Higher level of certainty:
Deposition onto surfaces: Respiratory droplets from individuals, especially large droplets will quickly settle (a 100 µm droplet will sediment from 1 m in 3 seconds), they are also likely to contain higher concentrations of pathogens. Viral particles can be deposited onto surfaces and resuspended via airflow patterns and other sources of natural or man-made turbulence.2,3,4
Stability on different surfaces types: The SARS-CoV-2 virus can remain viable on surfaces in the order of hours, days or weeks, with different inactivation rates depending on the surface type.
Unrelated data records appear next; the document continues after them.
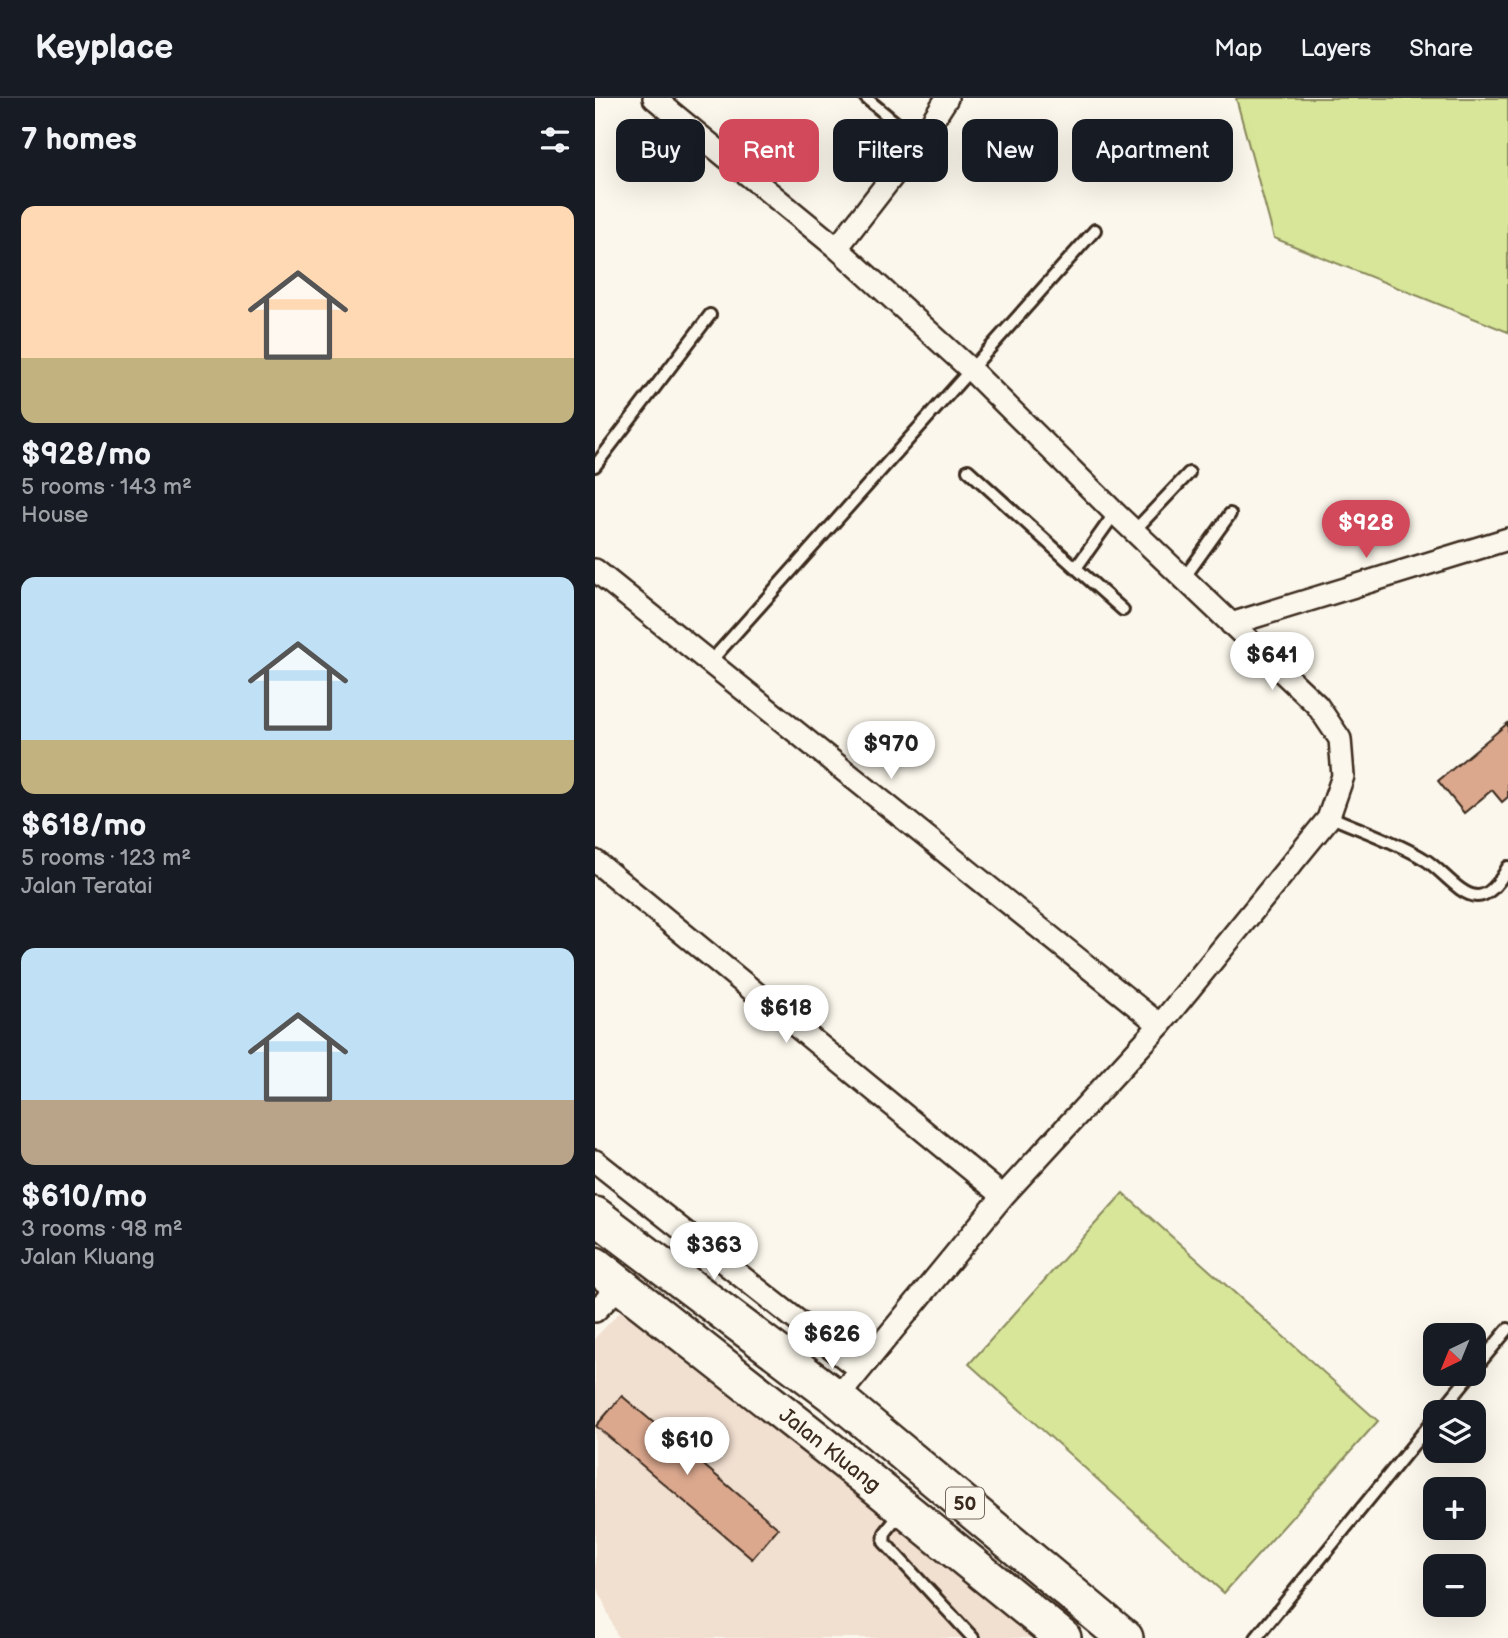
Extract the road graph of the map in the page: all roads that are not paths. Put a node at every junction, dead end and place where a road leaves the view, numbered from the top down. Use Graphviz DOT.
graph roads {
  1 [pos="654,98"];
  2 [pos="866,98"];
  3 [pos="947,98"];
  4 [pos="891,119"];
  5 [pos="934,119"];
  6 [pos="888,182"];
  7 [pos="1095,230"];
  8 [pos="837,248"];
  9 [pos="709,316"];
  10 [pos="971,370"];
  11 [pos="595,466"];
  12 [pos="968,470"];
  13 [pos="1189,473"];
  14 [pos="1115,513"];
  15 [pos="1230,514"];
  16 [pos="1135,530"];
  17 [pos="1508,538"];
  18 [pos="1076,568"];
  19 [pos="595,570"];
  20 [pos="1184,578"];
  21 [pos="1123,610"];
  22 [pos="1231,624"];
  23 [pos="709,662"];
  24 [pos="1329,816"];
  25 [pos="595,861"];
  26 [pos="1508,867"];
  27 [pos="1160,1025"];
  28 [pos="595,1161"];
  29 [pos="1003,1196"];
  30 [pos="595,1214"];
  31 [pos="608,1276"];
  32 [pos="595,1311"];
  33 [pos="1508,1329"];
  34 [pos="1486,1355"];
  35 [pos="860,1370"];
  36 [pos="1461,1386"];
  37 [pos="837,1398"];
  38 [pos="1450,1400"];
  39 [pos="1423,1433"];
  40 [pos="871,1482"];
  41 [pos="904,1509"];
  42 [pos="973,1638"];
  43 [pos="1063,1638"];
  44 [pos="1125,1638"];
  45 [pos="1256,1638"];
  1 -- 8 [label="street"];
  2 -- 4 [label="lane"];
  3 -- 5 [label="street"];
  6 -- 8 [label="street"];
  7 -- 10 [label="lane"];
  8 -- 10 [label="street"];
  9 -- 11 [label="lane"];
  10 -- 14 [label="street"];
  10 -- 23 [label="lane"];
  12 -- 18 [label="lane"];
  13 -- 16 [label="lane"];
  14 -- 16 [label="street"];
  14 -- 18 [label="lane"];
  15 -- 20 [label="lane"];
  16 -- 20 [label="street"];
  17 -- 22 [label="street"];
  18 -- 21 [label="lane"];
  19 -- 23 [label="street"];
  20 -- 22 [label="street"];
  22 -- 24 [label="street"];
  23 -- 27 [label="street"];
  24 -- 26 [label="lane"];
  24 -- 27 [label="street"];
  25 -- 29 [label="street"];
  27 -- 29 [label="street"];
  28 -- 35 [label="street"];
  29 -- 35 [label="street"];
  30 -- 37 [label="highway, Jalan Kluang / 50"];
  31 -- 32 [label="street"];
  31 -- 40 [label="highway, Jalan Kluang / 50"];
  33 -- 34 [label="lane"];
  35 -- 37 [label="street"];
  36 -- 38 [label="lane"];
  37 -- 40 [label="highway"];
  37 -- 44 [label="highway, Jalan Kluang / 50"];
  39 -- 45 [label="lane"];
  40 -- 41 [label="highway, Jalan Kluang / 50"];
  41 -- 42 [label="lane"];
  41 -- 43 [label="highway, Jalan Kluang / 50"];
}
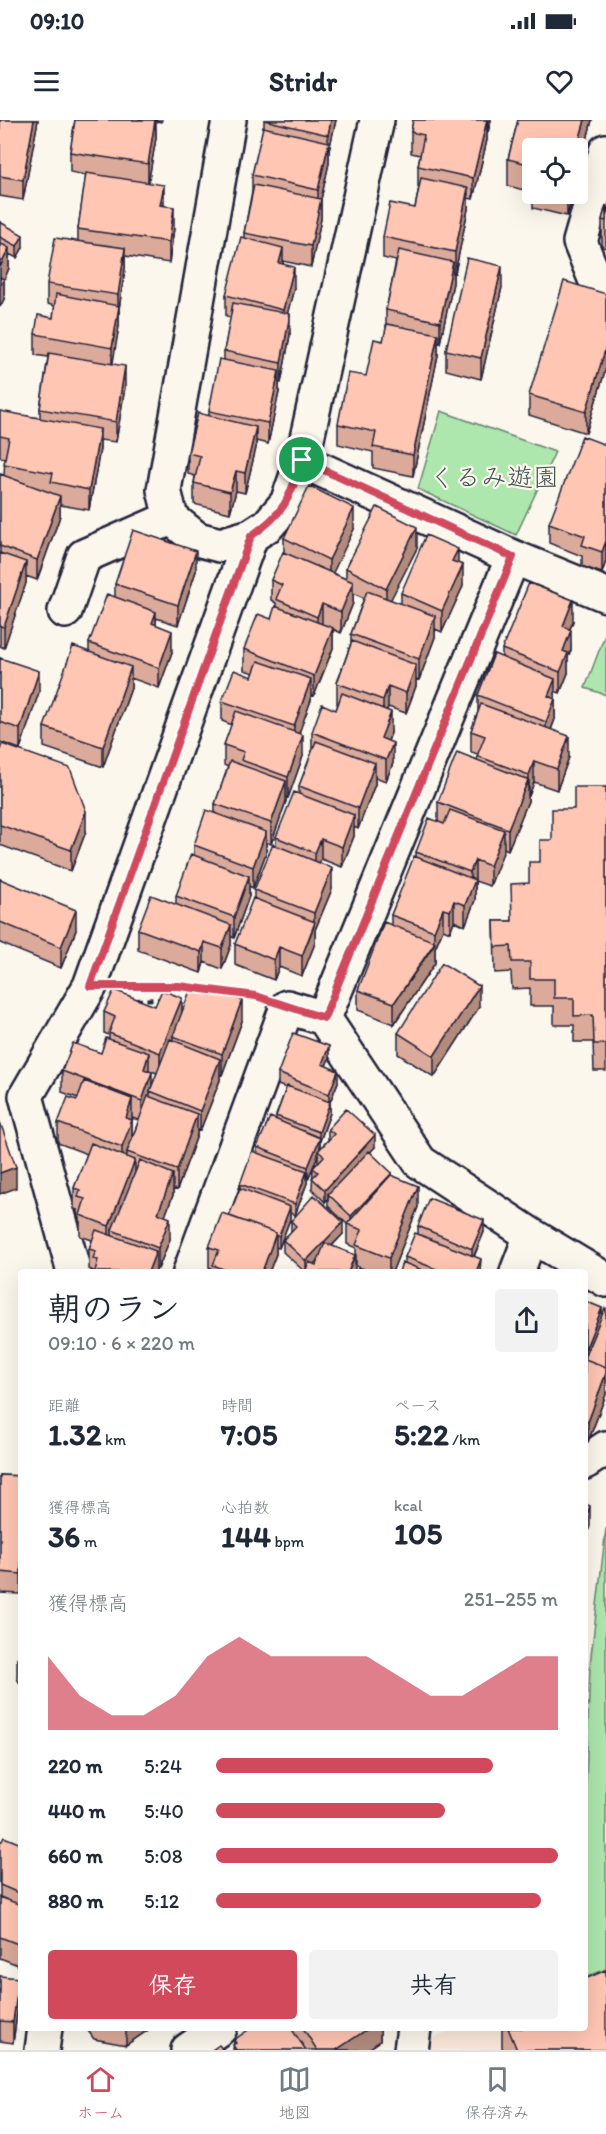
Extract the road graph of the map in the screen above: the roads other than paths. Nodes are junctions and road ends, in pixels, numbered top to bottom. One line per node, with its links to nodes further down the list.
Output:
1 (229, 120): 6 (street)
2 (377, 120): 5 (street)
3 (606, 151): 4 (street)
4 (606, 284)
5 (302, 460): 7 (street); 8 (street)
6 (171, 518): 7 (street); 10 (street)
7 (251, 536): 12 (street)
8 (513, 557): 9 (street); 11 (street)
9 (606, 595)
10 (65, 611)
11 (324, 1018): 13 (street); 15 (street)
12 (13, 1093): 14 (street)
13 (531, 1235): 16 (street); 17 (street)
14 (73, 1269)
15 (191, 1269)
16 (517, 1269)
17 (588, 1269)
18 (588, 1269): 19 (street)
19 (606, 1280)
20 (606, 1448): 21 (street)
21 (588, 1460)
22 (45, 2031): 25 (street)
23 (216, 2031): 26 (street)
24 (414, 2031): 27 (street)
25 (42, 2050)
26 (188, 2050)
27 (411, 2050)

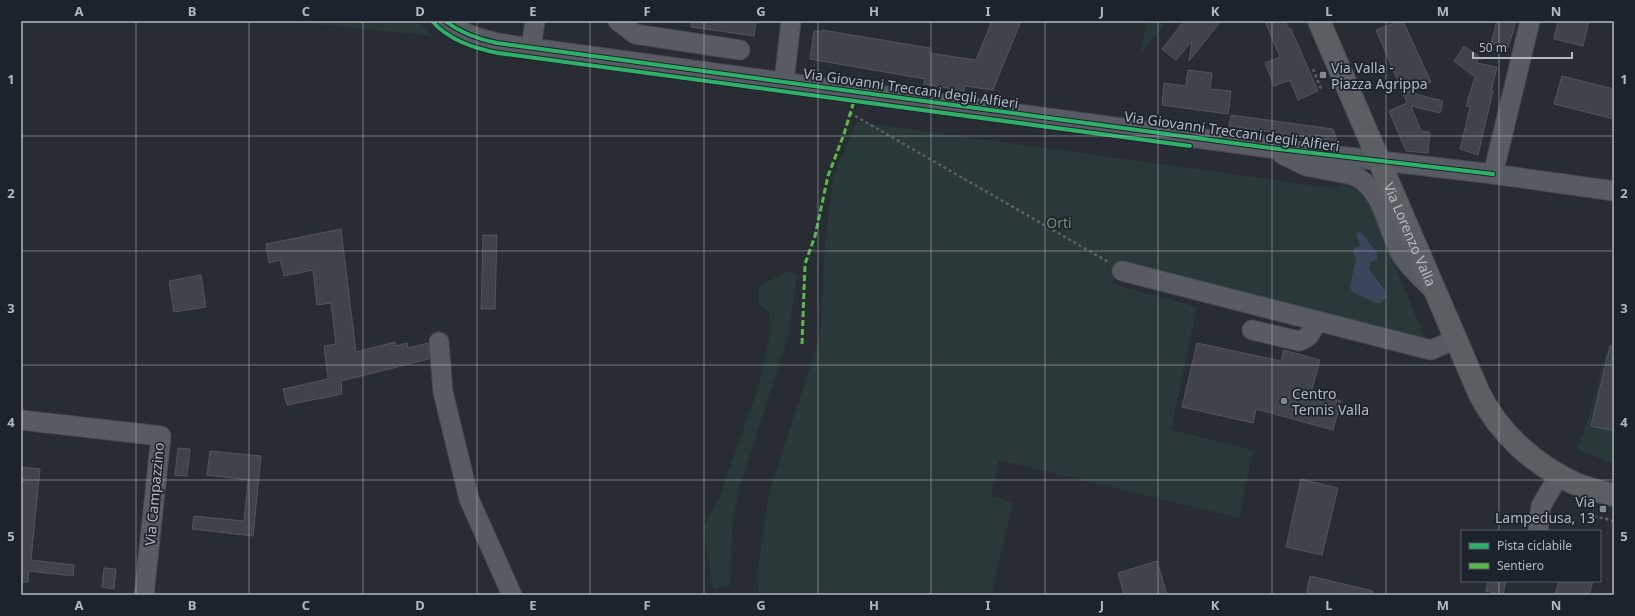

With viability on some surfaces of 28 days or more for non-porous surface at 20°C and 50% RH# (copper for hours, cotton, paper & cardboard for days; plastic, vinyl, glass and stainless steel > 28 days).2,5,6,7
Environmental effects on droplets: Viruses within saliva droplets have marginally longer survival times than in water droplets at varied relative humidity.8 Coronaviruses survivability is reduced by half when RH is between 40-60%2. SARS-CoV-2 is stable at lower temperatures and becomes increasingly less stable at higher temperatures and relative humidity#2,6,7,9. SARS-CoV-2 half-life at 70°C is ~ 1 h, but is ~ one week at 4°C7. Virus survival times at 50% relative humidity and three temperature levels (20◦C, 30◦C and 40◦C) showing that the half-life of the virus reduces drastically with temperature from 43 – 66 hours at 20◦C to 10 – 33 hours at 30◦C to 1.5 – 3 hours at 40◦C for most surfaces6. Coronaviruses are known to be inactivated by sunlight and UVC10,11
Importance of complex physico-chemical characteristics: The evolution and dynamics of SARS-CoV-2 viral droplets must account for the complex interior structure since it exhibits many differences to pure fluids (e.g. different evaporation rates).12
Lower level of certainty:
Experimental studies are not representative of real-life situations: There is general uncertainty in regards to the representative nature of experimental studies. In particular, concentrations of 104-107 viruses/ml used in fomite studies may not be representative in environments beyond hospital-like situations13. Viral numbers can be an order of magnitude smaller and transmissions through inanimate surfaces are unlikely14. There is evidence of increased viral stability or survivability with increased titre size used in these studies.6
Uncertainties from physico-chemical characteristics: The detailed biophysical and biochemical characteristics of expelled SARS-CoV-2 droplets is not well known, and this has a significant impact on the ability to estimate dynamics. Real respiratory droplets vary widely and are difficult to study, with limited data.12
Drying and inactivation times: Saliva droplets dry to a highly concentrated ‘droplet nuclei’ containing glycoproteins and lipids from the body. This may provide a beneficial microenvironment, protecting virus from inactivation, some evidence is significant enough to account for discrepancy between drying time and inactivation time.8,12
Interactions with complex surfaces and complex environments estimations: It remains unclear how SARS-CoV-2 interacts with complex multi-scale surfaces (porous surfaces, carpets, etc.). The extent of danger of different transmission pathways (air, surface, environmental) is still unknown.4,15
Transfer from surfaces to skin: Viral transfer from surfaces to skin is known to happen but experimental data is not yet available for SARS-CoV-2. For modelling purposes data for other viruses (e.g. influenza, rhinovirus and norovirus) can be used.16
P.-G. de Gennes, F. Brochard-Wyart, and D. Quéré, Capillarity and Wetting Phenomena. Springer New York, 2004.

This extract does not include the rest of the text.